Print every line of the data exactly as shown.

--- AVAILABLE RECORDS ---

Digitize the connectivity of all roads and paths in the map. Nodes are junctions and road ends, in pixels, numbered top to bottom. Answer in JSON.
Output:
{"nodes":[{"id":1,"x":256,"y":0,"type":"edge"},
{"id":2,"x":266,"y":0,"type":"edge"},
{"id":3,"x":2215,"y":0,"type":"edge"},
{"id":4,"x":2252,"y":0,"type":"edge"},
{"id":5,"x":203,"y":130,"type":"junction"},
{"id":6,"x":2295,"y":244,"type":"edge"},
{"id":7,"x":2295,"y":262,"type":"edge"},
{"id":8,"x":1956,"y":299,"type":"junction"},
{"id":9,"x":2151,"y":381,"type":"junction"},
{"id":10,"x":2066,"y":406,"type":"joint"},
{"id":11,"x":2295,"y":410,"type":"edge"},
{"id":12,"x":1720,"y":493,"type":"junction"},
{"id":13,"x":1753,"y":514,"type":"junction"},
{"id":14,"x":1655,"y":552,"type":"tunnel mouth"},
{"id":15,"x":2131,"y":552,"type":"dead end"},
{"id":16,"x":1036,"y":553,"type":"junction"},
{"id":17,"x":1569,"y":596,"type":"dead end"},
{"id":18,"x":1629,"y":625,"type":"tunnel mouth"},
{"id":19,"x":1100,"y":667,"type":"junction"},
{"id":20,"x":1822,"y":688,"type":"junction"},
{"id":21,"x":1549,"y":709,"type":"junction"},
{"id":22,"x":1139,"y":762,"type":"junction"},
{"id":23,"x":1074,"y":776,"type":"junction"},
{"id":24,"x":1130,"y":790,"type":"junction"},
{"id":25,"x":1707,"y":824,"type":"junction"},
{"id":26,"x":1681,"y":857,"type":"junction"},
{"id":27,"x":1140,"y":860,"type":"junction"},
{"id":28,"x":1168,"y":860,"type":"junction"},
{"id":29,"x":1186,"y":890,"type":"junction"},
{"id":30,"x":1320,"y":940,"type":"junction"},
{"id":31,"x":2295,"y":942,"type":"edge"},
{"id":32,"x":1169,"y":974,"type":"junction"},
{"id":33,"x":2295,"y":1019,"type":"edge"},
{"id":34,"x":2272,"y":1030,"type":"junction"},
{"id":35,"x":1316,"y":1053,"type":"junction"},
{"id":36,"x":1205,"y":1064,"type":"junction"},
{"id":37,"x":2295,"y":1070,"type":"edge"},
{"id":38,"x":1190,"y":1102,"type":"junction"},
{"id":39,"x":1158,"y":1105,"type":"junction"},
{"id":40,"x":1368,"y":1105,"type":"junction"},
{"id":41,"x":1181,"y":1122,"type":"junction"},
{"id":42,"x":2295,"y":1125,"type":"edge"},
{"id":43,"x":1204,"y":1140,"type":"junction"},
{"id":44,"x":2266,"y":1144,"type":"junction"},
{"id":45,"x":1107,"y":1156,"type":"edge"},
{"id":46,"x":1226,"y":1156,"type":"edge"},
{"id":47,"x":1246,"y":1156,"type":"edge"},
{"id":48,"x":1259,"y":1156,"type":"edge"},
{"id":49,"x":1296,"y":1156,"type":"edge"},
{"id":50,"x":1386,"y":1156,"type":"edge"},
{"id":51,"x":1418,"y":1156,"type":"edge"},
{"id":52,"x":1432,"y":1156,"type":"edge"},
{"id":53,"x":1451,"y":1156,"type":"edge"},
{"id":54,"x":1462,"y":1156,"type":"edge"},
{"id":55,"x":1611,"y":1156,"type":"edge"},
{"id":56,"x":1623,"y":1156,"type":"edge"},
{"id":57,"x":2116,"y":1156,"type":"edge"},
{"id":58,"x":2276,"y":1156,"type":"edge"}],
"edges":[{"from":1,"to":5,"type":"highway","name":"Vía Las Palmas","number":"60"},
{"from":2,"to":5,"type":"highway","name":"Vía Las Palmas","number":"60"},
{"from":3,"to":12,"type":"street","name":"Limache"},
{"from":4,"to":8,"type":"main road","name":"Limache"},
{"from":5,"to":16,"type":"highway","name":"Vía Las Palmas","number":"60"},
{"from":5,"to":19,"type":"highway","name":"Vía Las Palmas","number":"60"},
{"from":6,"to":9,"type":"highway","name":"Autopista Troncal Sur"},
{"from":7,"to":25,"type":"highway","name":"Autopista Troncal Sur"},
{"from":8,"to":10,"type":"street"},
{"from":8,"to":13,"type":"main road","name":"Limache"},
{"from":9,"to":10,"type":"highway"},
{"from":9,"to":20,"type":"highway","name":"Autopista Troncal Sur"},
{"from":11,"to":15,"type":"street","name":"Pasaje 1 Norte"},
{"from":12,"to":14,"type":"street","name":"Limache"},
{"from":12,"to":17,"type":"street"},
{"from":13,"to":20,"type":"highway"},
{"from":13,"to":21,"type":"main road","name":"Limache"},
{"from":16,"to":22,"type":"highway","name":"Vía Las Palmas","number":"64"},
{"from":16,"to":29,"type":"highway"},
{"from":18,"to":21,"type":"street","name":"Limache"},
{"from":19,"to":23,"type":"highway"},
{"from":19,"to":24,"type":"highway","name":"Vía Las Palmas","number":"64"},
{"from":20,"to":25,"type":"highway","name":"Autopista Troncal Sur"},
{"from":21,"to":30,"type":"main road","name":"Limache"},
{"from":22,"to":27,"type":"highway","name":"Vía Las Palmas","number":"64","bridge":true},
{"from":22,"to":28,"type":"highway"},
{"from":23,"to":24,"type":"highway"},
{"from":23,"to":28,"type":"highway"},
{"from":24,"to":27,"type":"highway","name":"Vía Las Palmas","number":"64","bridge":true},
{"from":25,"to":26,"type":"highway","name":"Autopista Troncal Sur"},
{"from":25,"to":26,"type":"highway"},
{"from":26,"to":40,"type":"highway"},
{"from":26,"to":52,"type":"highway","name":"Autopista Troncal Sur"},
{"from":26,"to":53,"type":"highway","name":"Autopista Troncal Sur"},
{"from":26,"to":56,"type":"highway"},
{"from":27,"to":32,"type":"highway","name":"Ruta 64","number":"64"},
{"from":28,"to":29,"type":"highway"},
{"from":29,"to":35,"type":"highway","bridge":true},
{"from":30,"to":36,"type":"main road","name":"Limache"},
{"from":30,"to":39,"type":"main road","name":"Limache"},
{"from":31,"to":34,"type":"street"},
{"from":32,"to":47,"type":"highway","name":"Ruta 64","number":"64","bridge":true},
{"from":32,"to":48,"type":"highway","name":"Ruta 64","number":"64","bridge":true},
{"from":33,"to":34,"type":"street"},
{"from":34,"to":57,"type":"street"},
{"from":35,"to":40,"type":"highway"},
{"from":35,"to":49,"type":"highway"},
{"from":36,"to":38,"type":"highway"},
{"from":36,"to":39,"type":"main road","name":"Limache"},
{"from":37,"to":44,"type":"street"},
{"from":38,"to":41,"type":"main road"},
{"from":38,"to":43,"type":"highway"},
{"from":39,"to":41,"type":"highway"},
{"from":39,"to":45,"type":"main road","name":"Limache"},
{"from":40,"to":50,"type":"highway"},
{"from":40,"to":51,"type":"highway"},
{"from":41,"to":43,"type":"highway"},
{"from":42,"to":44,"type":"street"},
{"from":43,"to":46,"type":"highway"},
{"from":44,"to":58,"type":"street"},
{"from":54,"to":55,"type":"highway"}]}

---

**SOLUTION**:
Digitize the connectivity of all roads and paths in the map. Nodes are junctions and road ends, in pixels, numbered top to bottom. Answer in JSON.
Output:
{"nodes":[{"id":1,"x":256,"y":0,"type":"edge"},
{"id":2,"x":266,"y":0,"type":"edge"},
{"id":3,"x":2215,"y":0,"type":"edge"},
{"id":4,"x":2252,"y":0,"type":"edge"},
{"id":5,"x":203,"y":130,"type":"junction"},
{"id":6,"x":2295,"y":244,"type":"edge"},
{"id":7,"x":2295,"y":262,"type":"edge"},
{"id":8,"x":1956,"y":299,"type":"junction"},
{"id":9,"x":2151,"y":381,"type":"junction"},
{"id":10,"x":2066,"y":406,"type":"joint"},
{"id":11,"x":2295,"y":410,"type":"edge"},
{"id":12,"x":1720,"y":493,"type":"junction"},
{"id":13,"x":1753,"y":514,"type":"junction"},
{"id":14,"x":1655,"y":552,"type":"tunnel mouth"},
{"id":15,"x":2131,"y":552,"type":"dead end"},
{"id":16,"x":1036,"y":553,"type":"junction"},
{"id":17,"x":1569,"y":596,"type":"dead end"},
{"id":18,"x":1629,"y":625,"type":"tunnel mouth"},
{"id":19,"x":1100,"y":667,"type":"junction"},
{"id":20,"x":1822,"y":688,"type":"junction"},
{"id":21,"x":1549,"y":709,"type":"junction"},
{"id":22,"x":1139,"y":762,"type":"junction"},
{"id":23,"x":1074,"y":776,"type":"junction"},
{"id":24,"x":1130,"y":790,"type":"junction"},
{"id":25,"x":1707,"y":824,"type":"junction"},
{"id":26,"x":1681,"y":857,"type":"junction"},
{"id":27,"x":1140,"y":860,"type":"junction"},
{"id":28,"x":1168,"y":860,"type":"junction"},
{"id":29,"x":1186,"y":890,"type":"junction"},
{"id":30,"x":1320,"y":940,"type":"junction"},
{"id":31,"x":2295,"y":942,"type":"edge"},
{"id":32,"x":1169,"y":974,"type":"junction"},
{"id":33,"x":2295,"y":1019,"type":"edge"},
{"id":34,"x":2272,"y":1030,"type":"junction"},
{"id":35,"x":1316,"y":1053,"type":"junction"},
{"id":36,"x":1205,"y":1064,"type":"junction"},
{"id":37,"x":2295,"y":1070,"type":"edge"},
{"id":38,"x":1190,"y":1102,"type":"junction"},
{"id":39,"x":1158,"y":1105,"type":"junction"},
{"id":40,"x":1368,"y":1105,"type":"junction"},
{"id":41,"x":1181,"y":1122,"type":"junction"},
{"id":42,"x":2295,"y":1125,"type":"edge"},
{"id":43,"x":1204,"y":1140,"type":"junction"},
{"id":44,"x":2266,"y":1144,"type":"junction"},
{"id":45,"x":1107,"y":1156,"type":"edge"},
{"id":46,"x":1226,"y":1156,"type":"edge"},
{"id":47,"x":1246,"y":1156,"type":"edge"},
{"id":48,"x":1259,"y":1156,"type":"edge"},
{"id":49,"x":1296,"y":1156,"type":"edge"},
{"id":50,"x":1386,"y":1156,"type":"edge"},
{"id":51,"x":1418,"y":1156,"type":"edge"},
{"id":52,"x":1432,"y":1156,"type":"edge"},
{"id":53,"x":1451,"y":1156,"type":"edge"},
{"id":54,"x":1462,"y":1156,"type":"edge"},
{"id":55,"x":1611,"y":1156,"type":"edge"},
{"id":56,"x":1623,"y":1156,"type":"edge"},
{"id":57,"x":2116,"y":1156,"type":"edge"},
{"id":58,"x":2276,"y":1156,"type":"edge"}],
"edges":[{"from":1,"to":5,"type":"highway","name":"Vía Las Palmas","number":"60"},
{"from":2,"to":5,"type":"highway","name":"Vía Las Palmas","number":"60"},
{"from":3,"to":12,"type":"street","name":"Limache"},
{"from":4,"to":8,"type":"main road","name":"Limache"},
{"from":5,"to":16,"type":"highway","name":"Vía Las Palmas","number":"60"},
{"from":5,"to":19,"type":"highway","name":"Vía Las Palmas","number":"60"},
{"from":6,"to":9,"type":"highway","name":"Autopista Troncal Sur"},
{"from":7,"to":25,"type":"highway","name":"Autopista Troncal Sur"},
{"from":8,"to":10,"type":"street"},
{"from":8,"to":13,"type":"main road","name":"Limache"},
{"from":9,"to":10,"type":"highway"},
{"from":9,"to":20,"type":"highway","name":"Autopista Troncal Sur"},
{"from":11,"to":15,"type":"street","name":"Pasaje 1 Norte"},
{"from":12,"to":14,"type":"street","name":"Limache"},
{"from":12,"to":17,"type":"street"},
{"from":13,"to":20,"type":"highway"},
{"from":13,"to":21,"type":"main road","name":"Limache"},
{"from":16,"to":22,"type":"highway","name":"Vía Las Palmas","number":"64"},
{"from":16,"to":29,"type":"highway"},
{"from":18,"to":21,"type":"street","name":"Limache"},
{"from":19,"to":23,"type":"highway"},
{"from":19,"to":24,"type":"highway","name":"Vía Las Palmas","number":"64"},
{"from":20,"to":25,"type":"highway","name":"Autopista Troncal Sur"},
{"from":21,"to":30,"type":"main road","name":"Limache"},
{"from":22,"to":27,"type":"highway","name":"Vía Las Palmas","number":"64","bridge":true},
{"from":22,"to":28,"type":"highway"},
{"from":23,"to":24,"type":"highway"},
{"from":23,"to":28,"type":"highway"},
{"from":24,"to":27,"type":"highway","name":"Vía Las Palmas","number":"64","bridge":true},
{"from":25,"to":26,"type":"highway","name":"Autopista Troncal Sur"},
{"from":25,"to":26,"type":"highway"},
{"from":26,"to":40,"type":"highway"},
{"from":26,"to":52,"type":"highway","name":"Autopista Troncal Sur"},
{"from":26,"to":53,"type":"highway","name":"Autopista Troncal Sur"},
{"from":26,"to":56,"type":"highway"},
{"from":27,"to":32,"type":"highway","name":"Ruta 64","number":"64"},
{"from":28,"to":29,"type":"highway"},
{"from":29,"to":35,"type":"highway","bridge":true},
{"from":30,"to":36,"type":"main road","name":"Limache"},
{"from":30,"to":39,"type":"main road","name":"Limache"},
{"from":31,"to":34,"type":"street"},
{"from":32,"to":47,"type":"highway","name":"Ruta 64","number":"64","bridge":true},
{"from":32,"to":48,"type":"highway","name":"Ruta 64","number":"64","bridge":true},
{"from":33,"to":34,"type":"street"},
{"from":34,"to":57,"type":"street"},
{"from":35,"to":40,"type":"highway"},
{"from":35,"to":49,"type":"highway"},
{"from":36,"to":38,"type":"highway"},
{"from":36,"to":39,"type":"main road","name":"Limache"},
{"from":37,"to":44,"type":"street"},
{"from":38,"to":41,"type":"main road"},
{"from":38,"to":43,"type":"highway"},
{"from":39,"to":41,"type":"highway"},
{"from":39,"to":45,"type":"main road","name":"Limache"},
{"from":40,"to":50,"type":"highway"},
{"from":40,"to":51,"type":"highway"},
{"from":41,"to":43,"type":"highway"},
{"from":42,"to":44,"type":"street"},
{"from":43,"to":46,"type":"highway"},
{"from":44,"to":58,"type":"street"},
{"from":54,"to":55,"type":"highway"}]}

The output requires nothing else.